(Items from a data source)
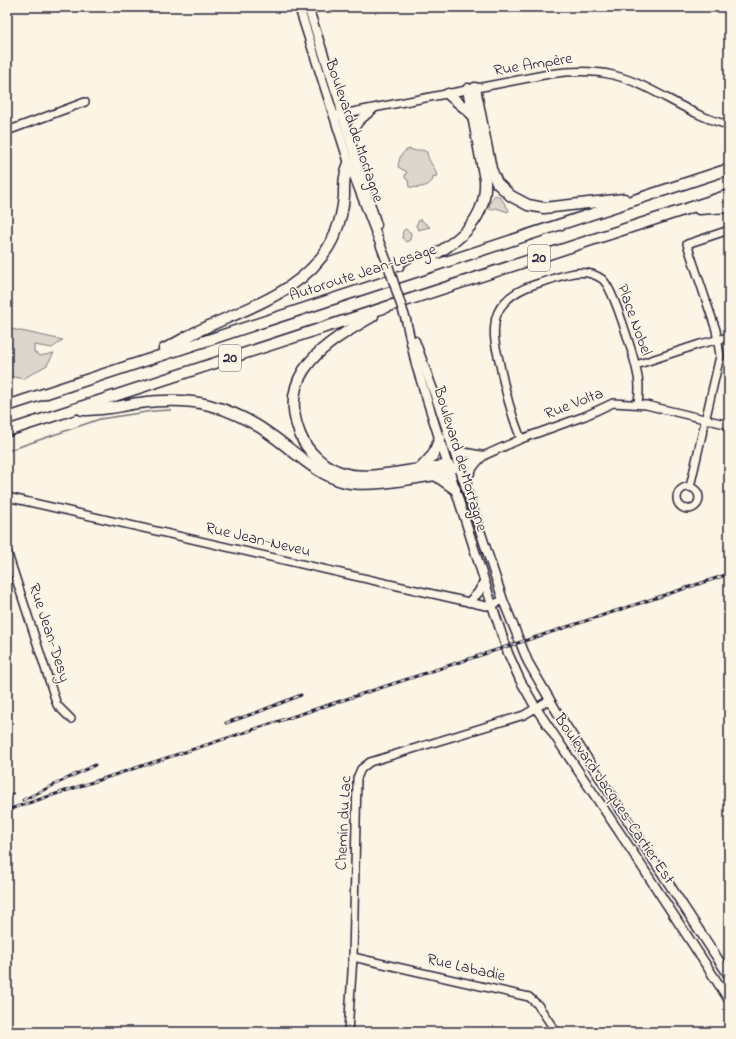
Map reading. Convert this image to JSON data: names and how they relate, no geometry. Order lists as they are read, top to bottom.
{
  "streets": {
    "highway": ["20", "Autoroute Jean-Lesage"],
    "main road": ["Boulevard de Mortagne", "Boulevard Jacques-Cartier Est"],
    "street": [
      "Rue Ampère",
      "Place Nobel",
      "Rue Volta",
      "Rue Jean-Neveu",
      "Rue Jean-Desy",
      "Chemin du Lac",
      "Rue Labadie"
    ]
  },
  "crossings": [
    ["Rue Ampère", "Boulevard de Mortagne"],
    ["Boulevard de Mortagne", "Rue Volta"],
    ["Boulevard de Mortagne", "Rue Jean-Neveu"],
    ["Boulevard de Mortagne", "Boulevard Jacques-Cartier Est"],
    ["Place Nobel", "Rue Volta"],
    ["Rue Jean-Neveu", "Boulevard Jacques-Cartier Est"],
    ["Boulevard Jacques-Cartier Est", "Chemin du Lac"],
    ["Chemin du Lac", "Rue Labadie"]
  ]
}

# WHAT TO WORK ON:
If a record holds a picture, drop the picture and return the rest of it exactly.

# YOUR SOLUTION:
Map reading. Convert this image to JSON data: names and how they relate, no geometry. Order lists as they are read, top to bottom.
{
  "streets": {
    "highway": ["20", "Autoroute Jean-Lesage"],
    "main road": ["Boulevard de Mortagne", "Boulevard Jacques-Cartier Est"],
    "street": [
      "Rue Ampère",
      "Place Nobel",
      "Rue Volta",
      "Rue Jean-Neveu",
      "Rue Jean-Desy",
      "Chemin du Lac",
      "Rue Labadie"
    ]
  },
  "crossings": [
    ["Rue Ampère", "Boulevard de Mortagne"],
    ["Boulevard de Mortagne", "Rue Volta"],
    ["Boulevard de Mortagne", "Rue Jean-Neveu"],
    ["Boulevard de Mortagne", "Boulevard Jacques-Cartier Est"],
    ["Place Nobel", "Rue Volta"],
    ["Rue Jean-Neveu", "Boulevard Jacques-Cartier Est"],
    ["Boulevard Jacques-Cartier Est", "Chemin du Lac"],
    ["Chemin du Lac", "Rue Labadie"]
  ]
}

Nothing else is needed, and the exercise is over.